- Provided information:
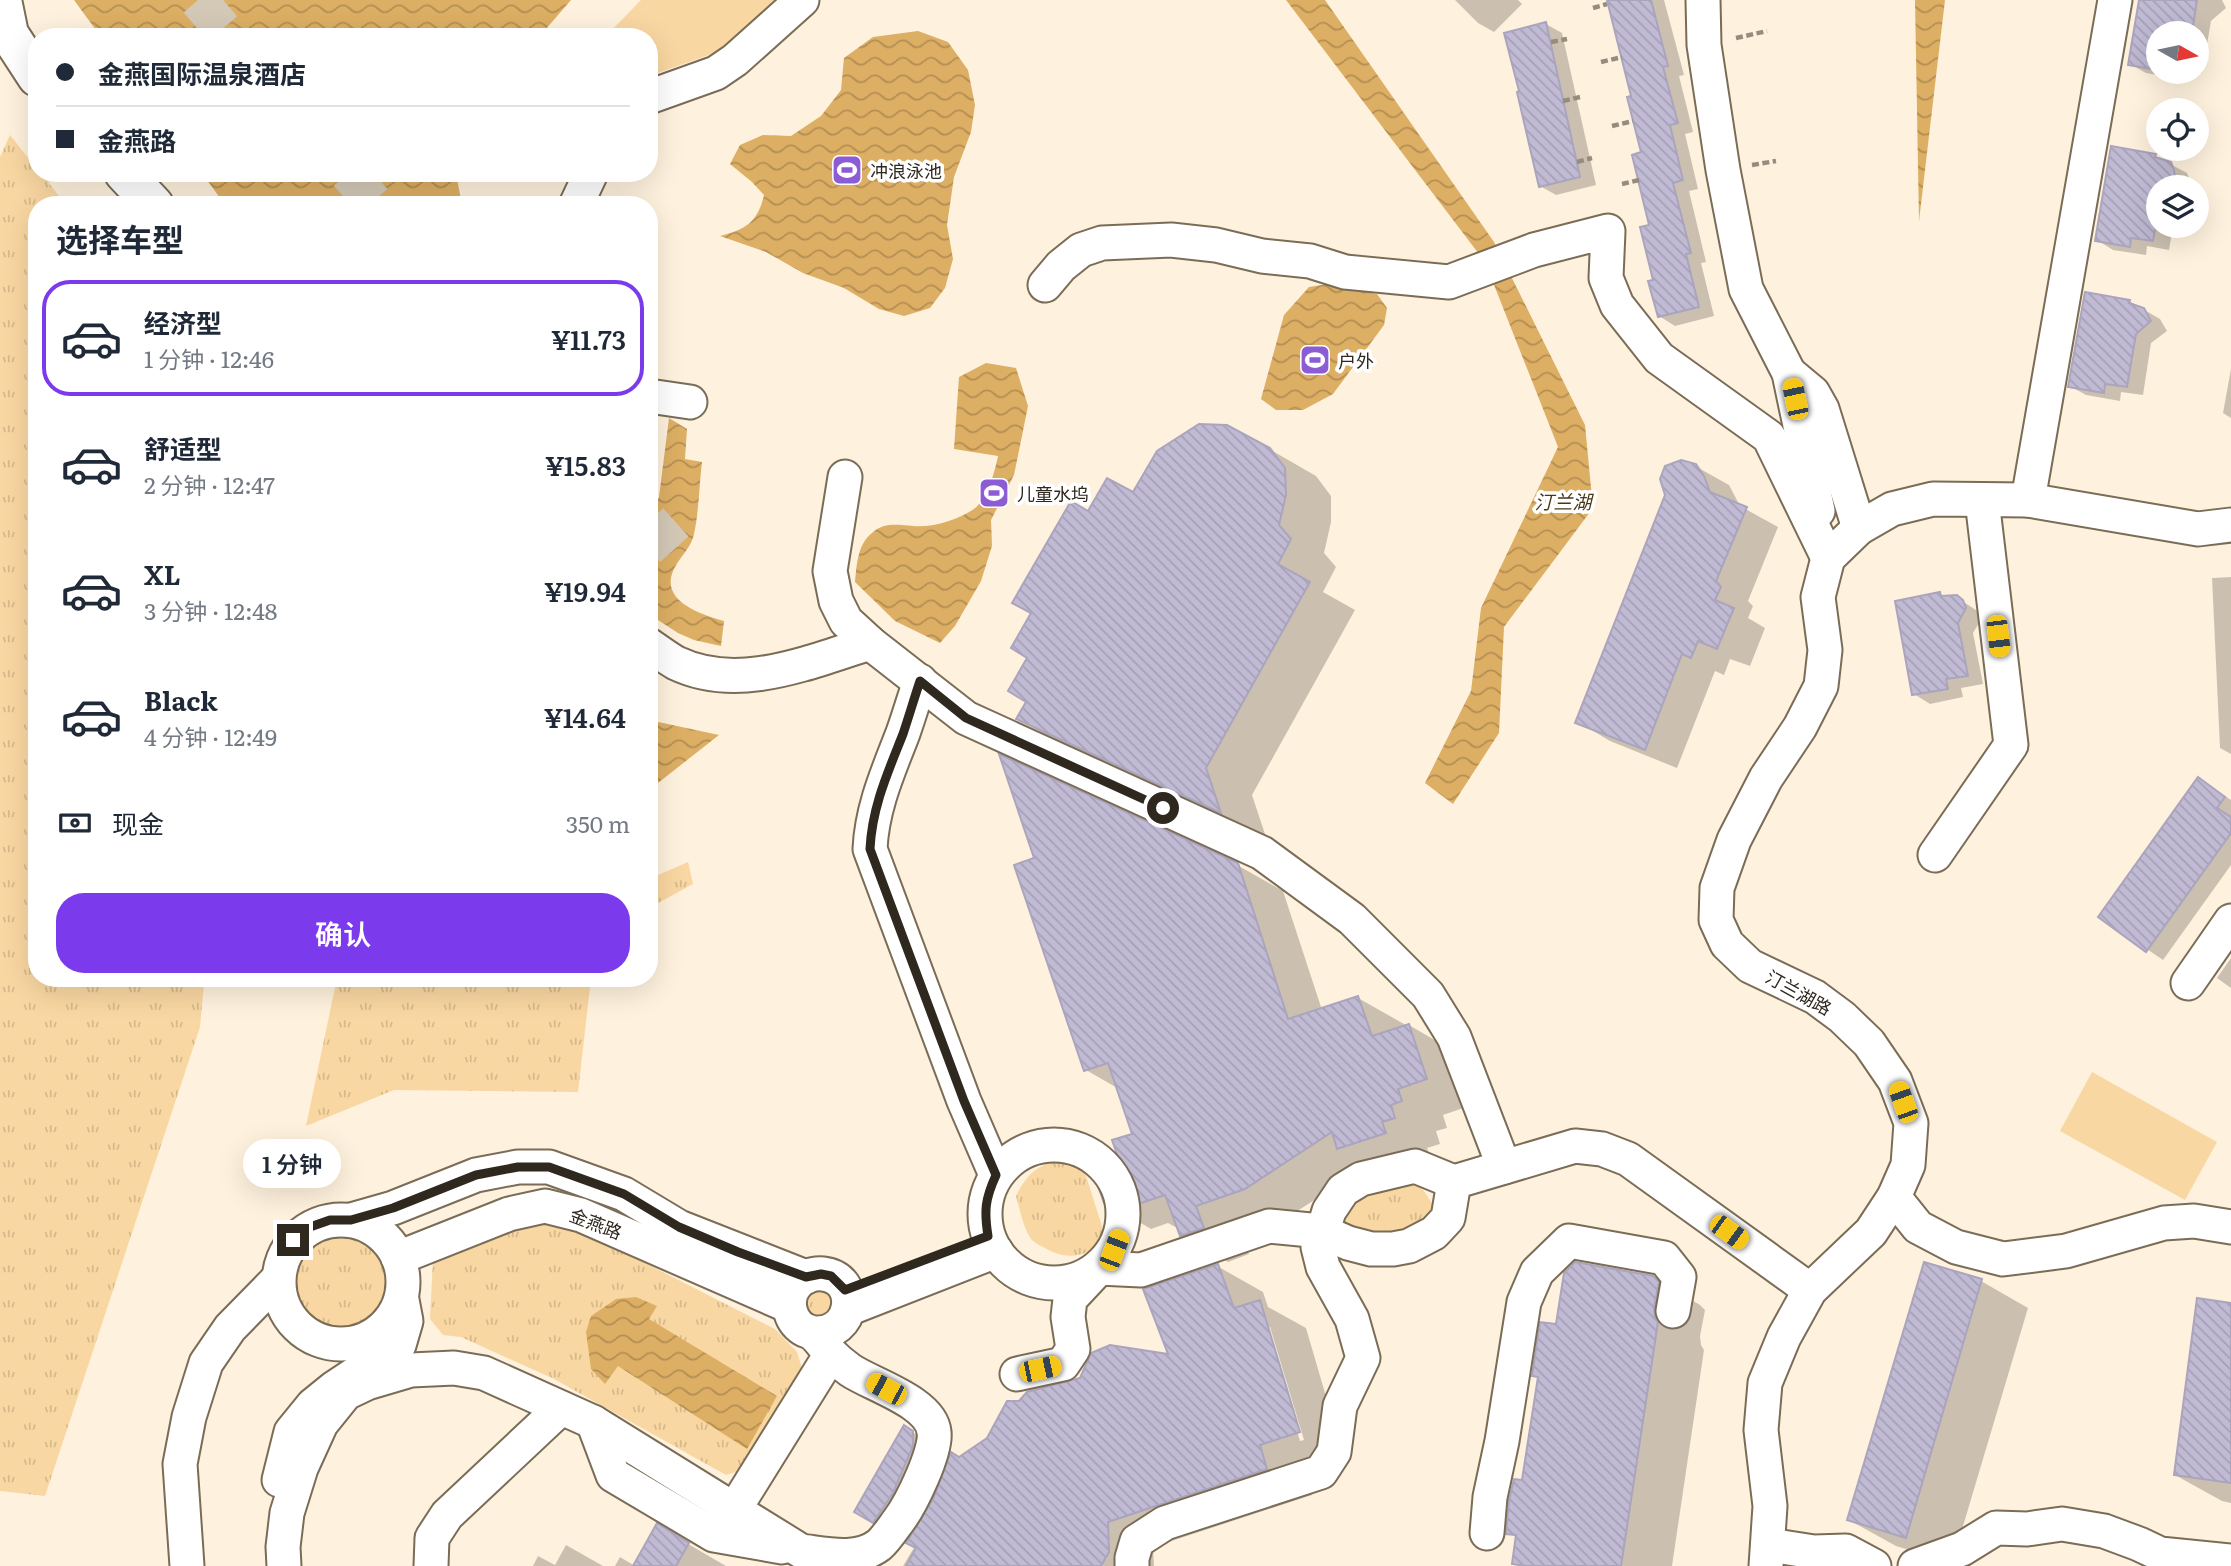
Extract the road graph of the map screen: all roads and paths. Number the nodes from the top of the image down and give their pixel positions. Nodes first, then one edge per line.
1 (2, 0) edge
2 (802, 0) edge
3 (1703, 0) edge
4 (2115, 0) edge
5 (1608, 4) dead end
6 (1593, 8) dead end
7 (1567, 39) dead end
8 (1551, 42) dead end
9 (1622, 57) dead end
10 (1601, 62) dead end
11 (28, 63) edge
12 (658, 94) edge
13 (1580, 97) dead end
14 (1563, 101) dead end
15 (1633, 121) dead end
16 (1612, 126) dead end
17 (1592, 158) dead end
18 (1577, 162) dead end
19 (1639, 180) dead end
20 (132, 182) edge
21 (1622, 184) dead end
22 (146, 196) edge
23 (1045, 285) dead end
24 (1789, 373) junction
25 (658, 397) edge
26 (690, 402) dead end
27 (845, 477) dead end
28 (1982, 500) junction
29 (2028, 500) junction
30 (2231, 524) edge
31 (1859, 528) junction
32 (1828, 558) junction
33 (870, 643) junction
34 (658, 651) edge
35 (920, 681) junction
36 (1935, 855) dead end
37 (2231, 921) edge
38 (2188, 983) dead end
39 (1504, 1167) junction
40 (996, 1175) junction
41 (1454, 1182) junction
42 (1894, 1197) junction
43 (351, 1220) junction
44 (2231, 1227) edge
45 (1321, 1231) junction
46 (992, 1244) junction
47 (398, 1258) junction
48 (1099, 1268) junction
49 (806, 1277) junction
50 (1811, 1290) junction
51 (281, 1292) junction
52 (789, 1306) junction
53 (846, 1306) junction
54 (403, 1309) junction
55 (1673, 1311) dead end
56 (834, 1356) junction
57 (484, 1373) junction
58 (1017, 1374) dead end
59 (561, 1408) junction
60 (593, 1422) junction
61 (739, 1513) junction
62 (1488, 1533) dead end
63 (801, 1550) junction
64 (1767, 1555) edge
65 (2231, 1560) edge
66 (187, 1566) edge
67 (208, 1566) edge
68 (270, 1566) edge
69 (284, 1566) edge
70 (431, 1566) edge
71 (1132, 1566) edge
72 (1874, 1566) edge
73 (1914, 1566) edge

1 - 11 main road
2 - 12 street
3 - 24 street
4 - 29 street
5 - 6 path
7 - 8 path
9 - 10 path
13 - 14 path
15 - 16 path
17 - 18 path
19 - 21 path
20 - 22 main road
23 - 32 street
24 - 31 street
24 - 32 street
25 - 26 street
27 - 33 street
28 - 29 street
28 - 31 street
28 - 36 street
29 - 30 street
31 - 32 street
32 - 42 street, 汀兰湖路
33 - 34 street
33 - 35 street
35 - 39 street
35 - 40 street
37 - 38 street
39 - 41 street
39 - 50 street
40 - 46 street
40 - 48 street
41 - 45 street
41 - 45 street
42 - 44 street
42 - 50 street, 汀兰湖路
43 - 47 street
43 - 49 street, 金燕路
43 - 51 street, 金燕路
45 - 48 street
45 - 71 street
46 - 48 street
46 - 53 street
47 - 52 street, 金燕路
47 - 54 street
48 - 58 street
49 - 52 street
49 - 53 street, 金燕路
50 - 64 street, 汀兰湖路
51 - 54 street
51 - 66 street, 金燕路
51 - 67 street
52 - 56 street, 金燕路
53 - 56 street, 金燕路
53 - 56 street
54 - 57 street, 金燕路
54 - 68 street
55 - 62 street
56 - 61 street
56 - 61 street, 金燕路
56 - 63 street, 金燕路
57 - 59 street, 金燕路
57 - 69 street, 金燕路
59 - 60 street, 金燕路
59 - 70 street
60 - 61 street, 金燕路
60 - 63 street
61 - 63 street, 金燕路
64 - 72 street
65 - 73 street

- Aim of the task: Keep the pictures out while you retype all of the data above exactly as it appears.

- Reply:
Extract the road graph of the map screen: all roads and paths. Number the nodes from the top of the image down and give their pixel positions. Nodes first, then one edge per line.
1 (2, 0) edge
2 (802, 0) edge
3 (1703, 0) edge
4 (2115, 0) edge
5 (1608, 4) dead end
6 (1593, 8) dead end
7 (1567, 39) dead end
8 (1551, 42) dead end
9 (1622, 57) dead end
10 (1601, 62) dead end
11 (28, 63) edge
12 (658, 94) edge
13 (1580, 97) dead end
14 (1563, 101) dead end
15 (1633, 121) dead end
16 (1612, 126) dead end
17 (1592, 158) dead end
18 (1577, 162) dead end
19 (1639, 180) dead end
20 (132, 182) edge
21 (1622, 184) dead end
22 (146, 196) edge
23 (1045, 285) dead end
24 (1789, 373) junction
25 (658, 397) edge
26 (690, 402) dead end
27 (845, 477) dead end
28 (1982, 500) junction
29 (2028, 500) junction
30 (2231, 524) edge
31 (1859, 528) junction
32 (1828, 558) junction
33 (870, 643) junction
34 (658, 651) edge
35 (920, 681) junction
36 (1935, 855) dead end
37 (2231, 921) edge
38 (2188, 983) dead end
39 (1504, 1167) junction
40 (996, 1175) junction
41 (1454, 1182) junction
42 (1894, 1197) junction
43 (351, 1220) junction
44 (2231, 1227) edge
45 (1321, 1231) junction
46 (992, 1244) junction
47 (398, 1258) junction
48 (1099, 1268) junction
49 (806, 1277) junction
50 (1811, 1290) junction
51 (281, 1292) junction
52 (789, 1306) junction
53 (846, 1306) junction
54 (403, 1309) junction
55 (1673, 1311) dead end
56 (834, 1356) junction
57 (484, 1373) junction
58 (1017, 1374) dead end
59 (561, 1408) junction
60 (593, 1422) junction
61 (739, 1513) junction
62 (1488, 1533) dead end
63 (801, 1550) junction
64 (1767, 1555) edge
65 (2231, 1560) edge
66 (187, 1566) edge
67 (208, 1566) edge
68 (270, 1566) edge
69 (284, 1566) edge
70 (431, 1566) edge
71 (1132, 1566) edge
72 (1874, 1566) edge
73 (1914, 1566) edge

1 - 11 main road
2 - 12 street
3 - 24 street
4 - 29 street
5 - 6 path
7 - 8 path
9 - 10 path
13 - 14 path
15 - 16 path
17 - 18 path
19 - 21 path
20 - 22 main road
23 - 32 street
24 - 31 street
24 - 32 street
25 - 26 street
27 - 33 street
28 - 29 street
28 - 31 street
28 - 36 street
29 - 30 street
31 - 32 street
32 - 42 street, 汀兰湖路
33 - 34 street
33 - 35 street
35 - 39 street
35 - 40 street
37 - 38 street
39 - 41 street
39 - 50 street
40 - 46 street
40 - 48 street
41 - 45 street
41 - 45 street
42 - 44 street
42 - 50 street, 汀兰湖路
43 - 47 street
43 - 49 street, 金燕路
43 - 51 street, 金燕路
45 - 48 street
45 - 71 street
46 - 48 street
46 - 53 street
47 - 52 street, 金燕路
47 - 54 street
48 - 58 street
49 - 52 street
49 - 53 street, 金燕路
50 - 64 street, 汀兰湖路
51 - 54 street
51 - 66 street, 金燕路
51 - 67 street
52 - 56 street, 金燕路
53 - 56 street, 金燕路
53 - 56 street
54 - 57 street, 金燕路
54 - 68 street
55 - 62 street
56 - 61 street
56 - 61 street, 金燕路
56 - 63 street, 金燕路
57 - 59 street, 金燕路
57 - 69 street, 金燕路
59 - 60 street, 金燕路
59 - 70 street
60 - 61 street, 金燕路
60 - 63 street
61 - 63 street, 金燕路
64 - 72 street
65 - 73 street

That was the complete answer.